Ed Miliband: Honour Promises On Jabs To Poor Countries To Save Cop26 Deal

Labour’s shadow business secretary says the government must ‘rebuild trust’ after a series of missteps on way to climate summit

Emissions from a coal processing plant in Hejin, China. Antonio Guterres, the UN secretary-general, warned: ‘The world is on a catastrophic pathway to 2.7C of heating.’ Photograph: Sam McNeil/AP

Boris Johnson should set out plans to provide Covid-19 vaccinations to all developing countries to achieve a global climate deal, Labour’s shadow business secretary, Ed Miliband, has urged.

Only 2% of the population of developing countries have been inoculated, despite promises by rich nations. Ensuring the rest have access to vaccines would build trust with the poor world which is lacking, Miliband said, ahead of the vital UN Cop26 climate talks in Glasgow in November.

“We’ve got to deliver on vaccinations to the populations of the world’s poorest countries,” he said in an Observer interview. “It’s a shameful scar on the developing world, what is happening. We promised 870 million doses of vaccine – 100 million have been delivered.”

He said the cost of rich countries providing vaccines, estimated at £3bn, was “not astronomical” and was “morally right, it’s doable … even on public health grounds alone, it’s obviously in our interests [because of the rise of variants]. It’s inexplicable and reprehensible to me that this is not happening.”

Miliband, who led the UK delegation at the UN climate talks in Copenhagen in 2009, when he was secretary of state for energy and climate change, warned that the outcome of the Glasgow talks was “perilous – we’re not where we need to be, not by a long way”. He accused Johnson and the Tories of failing as hosts of the summit after a series of missteps. “They have been the most blundering bystanders and they need to stop being blundering bystanders and become credible persuaders.”

The outlook for Cop26 has worsened recently. At the summit, countries must come forward with strengthened obligations to cut greenhouse gas emissions in line with the 2015 Paris agreement ambition of limiting global heating to 1.5C, which scientists say would require a halving of emissions this decade.

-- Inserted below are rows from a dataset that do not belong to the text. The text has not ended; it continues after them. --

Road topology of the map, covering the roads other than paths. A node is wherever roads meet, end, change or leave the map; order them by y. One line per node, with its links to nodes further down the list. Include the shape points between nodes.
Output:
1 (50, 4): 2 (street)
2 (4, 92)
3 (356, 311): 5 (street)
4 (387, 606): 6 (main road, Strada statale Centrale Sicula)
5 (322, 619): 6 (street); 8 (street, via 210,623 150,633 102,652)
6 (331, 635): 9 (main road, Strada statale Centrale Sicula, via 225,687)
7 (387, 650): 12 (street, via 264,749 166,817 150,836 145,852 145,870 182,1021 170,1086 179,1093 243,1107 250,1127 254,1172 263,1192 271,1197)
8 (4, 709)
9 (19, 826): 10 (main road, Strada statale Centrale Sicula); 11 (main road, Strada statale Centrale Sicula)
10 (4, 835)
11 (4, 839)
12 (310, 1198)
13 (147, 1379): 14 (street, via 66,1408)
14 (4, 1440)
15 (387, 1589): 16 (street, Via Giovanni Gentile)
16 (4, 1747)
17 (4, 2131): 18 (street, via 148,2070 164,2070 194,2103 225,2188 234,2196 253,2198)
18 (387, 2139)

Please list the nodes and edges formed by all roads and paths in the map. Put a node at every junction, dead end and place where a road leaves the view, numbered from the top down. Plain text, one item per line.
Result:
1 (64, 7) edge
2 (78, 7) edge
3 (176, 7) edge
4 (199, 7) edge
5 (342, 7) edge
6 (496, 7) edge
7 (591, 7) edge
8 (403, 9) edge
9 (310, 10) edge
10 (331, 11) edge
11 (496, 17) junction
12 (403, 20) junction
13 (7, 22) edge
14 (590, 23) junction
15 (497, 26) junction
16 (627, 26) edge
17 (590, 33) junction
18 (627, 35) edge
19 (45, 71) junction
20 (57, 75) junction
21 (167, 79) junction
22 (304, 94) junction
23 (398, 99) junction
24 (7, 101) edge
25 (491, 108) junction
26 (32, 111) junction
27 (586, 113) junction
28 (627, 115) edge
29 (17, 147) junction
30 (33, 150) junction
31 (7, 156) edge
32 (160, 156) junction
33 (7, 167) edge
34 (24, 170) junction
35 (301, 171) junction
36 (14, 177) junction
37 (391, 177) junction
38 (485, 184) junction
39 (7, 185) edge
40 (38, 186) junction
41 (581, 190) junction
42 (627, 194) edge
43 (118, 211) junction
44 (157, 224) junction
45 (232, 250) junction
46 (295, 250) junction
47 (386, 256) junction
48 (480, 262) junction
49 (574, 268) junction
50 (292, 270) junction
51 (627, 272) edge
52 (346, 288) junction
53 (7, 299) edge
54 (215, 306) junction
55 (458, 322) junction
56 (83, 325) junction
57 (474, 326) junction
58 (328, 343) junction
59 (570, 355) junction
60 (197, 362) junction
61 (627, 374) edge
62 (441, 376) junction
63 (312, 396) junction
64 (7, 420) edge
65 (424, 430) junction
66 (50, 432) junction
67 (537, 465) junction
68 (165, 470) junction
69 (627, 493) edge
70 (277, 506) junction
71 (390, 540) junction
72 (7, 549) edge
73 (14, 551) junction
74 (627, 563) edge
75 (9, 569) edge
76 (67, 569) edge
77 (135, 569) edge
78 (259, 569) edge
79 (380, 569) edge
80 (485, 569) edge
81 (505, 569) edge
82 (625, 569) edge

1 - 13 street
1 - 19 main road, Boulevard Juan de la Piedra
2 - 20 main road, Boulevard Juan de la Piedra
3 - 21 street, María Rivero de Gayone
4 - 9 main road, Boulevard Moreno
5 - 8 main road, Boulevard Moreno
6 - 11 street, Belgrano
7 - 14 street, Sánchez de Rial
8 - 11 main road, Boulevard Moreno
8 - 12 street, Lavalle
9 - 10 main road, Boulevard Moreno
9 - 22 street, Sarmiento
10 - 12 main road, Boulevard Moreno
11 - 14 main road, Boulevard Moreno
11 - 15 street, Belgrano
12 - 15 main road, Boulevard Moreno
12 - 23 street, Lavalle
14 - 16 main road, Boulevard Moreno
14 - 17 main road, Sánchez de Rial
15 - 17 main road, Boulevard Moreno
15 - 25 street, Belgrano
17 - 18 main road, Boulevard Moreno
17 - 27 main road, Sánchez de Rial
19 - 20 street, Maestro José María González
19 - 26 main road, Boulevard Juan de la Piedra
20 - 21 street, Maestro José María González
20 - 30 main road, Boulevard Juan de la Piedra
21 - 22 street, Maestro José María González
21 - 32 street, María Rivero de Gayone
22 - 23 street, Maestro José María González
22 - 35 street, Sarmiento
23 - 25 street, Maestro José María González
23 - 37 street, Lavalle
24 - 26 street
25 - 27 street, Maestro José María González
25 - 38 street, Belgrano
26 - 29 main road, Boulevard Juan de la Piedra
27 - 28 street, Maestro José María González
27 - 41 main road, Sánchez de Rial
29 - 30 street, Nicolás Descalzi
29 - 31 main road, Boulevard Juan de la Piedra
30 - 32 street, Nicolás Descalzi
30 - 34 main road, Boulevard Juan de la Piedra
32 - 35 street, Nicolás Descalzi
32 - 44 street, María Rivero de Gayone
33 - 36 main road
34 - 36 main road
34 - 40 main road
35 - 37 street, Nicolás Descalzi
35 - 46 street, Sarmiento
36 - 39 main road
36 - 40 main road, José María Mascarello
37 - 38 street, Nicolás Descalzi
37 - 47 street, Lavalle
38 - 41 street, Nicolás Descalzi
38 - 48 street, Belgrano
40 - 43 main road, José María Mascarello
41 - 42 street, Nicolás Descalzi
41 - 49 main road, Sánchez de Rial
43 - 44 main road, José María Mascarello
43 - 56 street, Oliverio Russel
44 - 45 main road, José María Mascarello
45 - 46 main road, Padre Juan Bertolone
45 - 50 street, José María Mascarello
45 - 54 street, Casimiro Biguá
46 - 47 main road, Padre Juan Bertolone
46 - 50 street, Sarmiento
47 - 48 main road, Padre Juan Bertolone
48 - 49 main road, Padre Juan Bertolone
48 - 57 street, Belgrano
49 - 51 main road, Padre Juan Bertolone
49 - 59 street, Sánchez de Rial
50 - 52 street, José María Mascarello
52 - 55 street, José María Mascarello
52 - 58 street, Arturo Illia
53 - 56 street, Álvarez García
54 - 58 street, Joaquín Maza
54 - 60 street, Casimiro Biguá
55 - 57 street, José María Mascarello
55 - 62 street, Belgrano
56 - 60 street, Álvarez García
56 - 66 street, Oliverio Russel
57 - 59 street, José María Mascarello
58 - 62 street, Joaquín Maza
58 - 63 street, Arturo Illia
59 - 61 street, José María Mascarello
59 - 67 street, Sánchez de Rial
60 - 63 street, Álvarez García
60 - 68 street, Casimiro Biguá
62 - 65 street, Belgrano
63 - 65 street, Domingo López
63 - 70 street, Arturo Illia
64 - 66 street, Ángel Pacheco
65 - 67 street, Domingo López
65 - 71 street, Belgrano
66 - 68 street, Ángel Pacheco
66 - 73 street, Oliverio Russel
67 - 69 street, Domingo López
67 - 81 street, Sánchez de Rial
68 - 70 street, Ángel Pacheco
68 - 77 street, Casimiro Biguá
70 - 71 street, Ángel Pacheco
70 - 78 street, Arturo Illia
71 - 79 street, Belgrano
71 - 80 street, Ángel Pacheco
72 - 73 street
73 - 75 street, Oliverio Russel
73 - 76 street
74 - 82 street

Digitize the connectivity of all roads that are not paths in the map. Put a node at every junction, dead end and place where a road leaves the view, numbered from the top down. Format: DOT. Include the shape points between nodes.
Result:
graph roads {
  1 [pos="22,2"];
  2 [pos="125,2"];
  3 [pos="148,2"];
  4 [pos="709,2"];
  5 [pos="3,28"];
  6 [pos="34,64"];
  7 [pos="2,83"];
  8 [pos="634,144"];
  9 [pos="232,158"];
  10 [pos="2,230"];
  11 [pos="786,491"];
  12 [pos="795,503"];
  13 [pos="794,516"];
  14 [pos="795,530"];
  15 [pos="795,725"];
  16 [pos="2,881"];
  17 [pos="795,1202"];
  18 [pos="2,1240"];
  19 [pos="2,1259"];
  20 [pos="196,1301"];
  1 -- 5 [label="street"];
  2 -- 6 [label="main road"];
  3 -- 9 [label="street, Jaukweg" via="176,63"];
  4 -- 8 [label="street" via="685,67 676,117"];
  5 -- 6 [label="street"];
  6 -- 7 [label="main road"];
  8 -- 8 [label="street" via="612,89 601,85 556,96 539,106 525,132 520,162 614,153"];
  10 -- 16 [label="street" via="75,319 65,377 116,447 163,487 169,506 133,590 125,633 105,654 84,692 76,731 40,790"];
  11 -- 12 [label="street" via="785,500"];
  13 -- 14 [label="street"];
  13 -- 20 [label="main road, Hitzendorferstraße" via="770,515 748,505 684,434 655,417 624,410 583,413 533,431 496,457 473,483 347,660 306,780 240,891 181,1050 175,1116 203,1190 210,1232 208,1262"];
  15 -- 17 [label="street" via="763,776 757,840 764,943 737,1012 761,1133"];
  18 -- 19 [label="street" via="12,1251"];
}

But a UN report on Friday showed current pledges from national governments would result in a 16% increase in emissions by 2030. The OECD also published a report, showing that a target of $100bn climate finance – cash from public and private sources provided by the rich world to poor countries, to help them cut emissions and cope with the impacts of extreme weather – would be missed by about $20bn.

António Guterres, the UN secretary-general, warned: “The world is on a catastrophic pathway to 2.7C of heating. There is a high risk of failure of Cop26.”

On Monday, Guterres and Johnson will co-host a meeting in New York, on the sidelines of the UN general assembly, of more than 30 world leaders in a last-ditch attempt to break the impasse with six weeks to go to Cop26.

Miliband warned that rich countries needed to build trust with poor countries, which are most vulnerable to the climate crisis while having done least to cause it. “That’s why Copenhagen failed, because of mistrust between developing and developed countries. Paris [in 2015] succeeded because there was that trust built.”

Miliband accused Johnson and his cabinet of decisions damaging to the UK’s presidency of Cop26, such as slashing overseas aid, dropping the Paris temperature targets from a trade deal with Australia, mooting a new coalmine and failing to kickstart a green recovery from Covid. “They just look like a bunch of greenwashers who want to say they’re committed but then aren’t,” he said.

Alok Sharma, the cabinet minister who will preside over the talks, was “doing a perfectly decent job”, added Miliband, but had been “undermined … totally marginalised and on his own” as no other ministers were taking a visible role.

Miliband, who said the climate crisis was a key reason for his return to frontline politics, also said there was broad cross-party support for Johnson on Cop26, though the prime minister had not reached out to Labour.

“This goes beyond party politics and even who’s in government. It’s much more fundamental than that,” he said. “I’m not saying it [Cop26] is all hopeless and I’m not saying it’s destined to fail. But I am saying, in the strongest terms, the government has got to get its act together and Johnson has got to get his act together. Detail may not be his thing. Focus may not be his thing. But he’s got to summon all he can on this. Because we all need it to succeed.”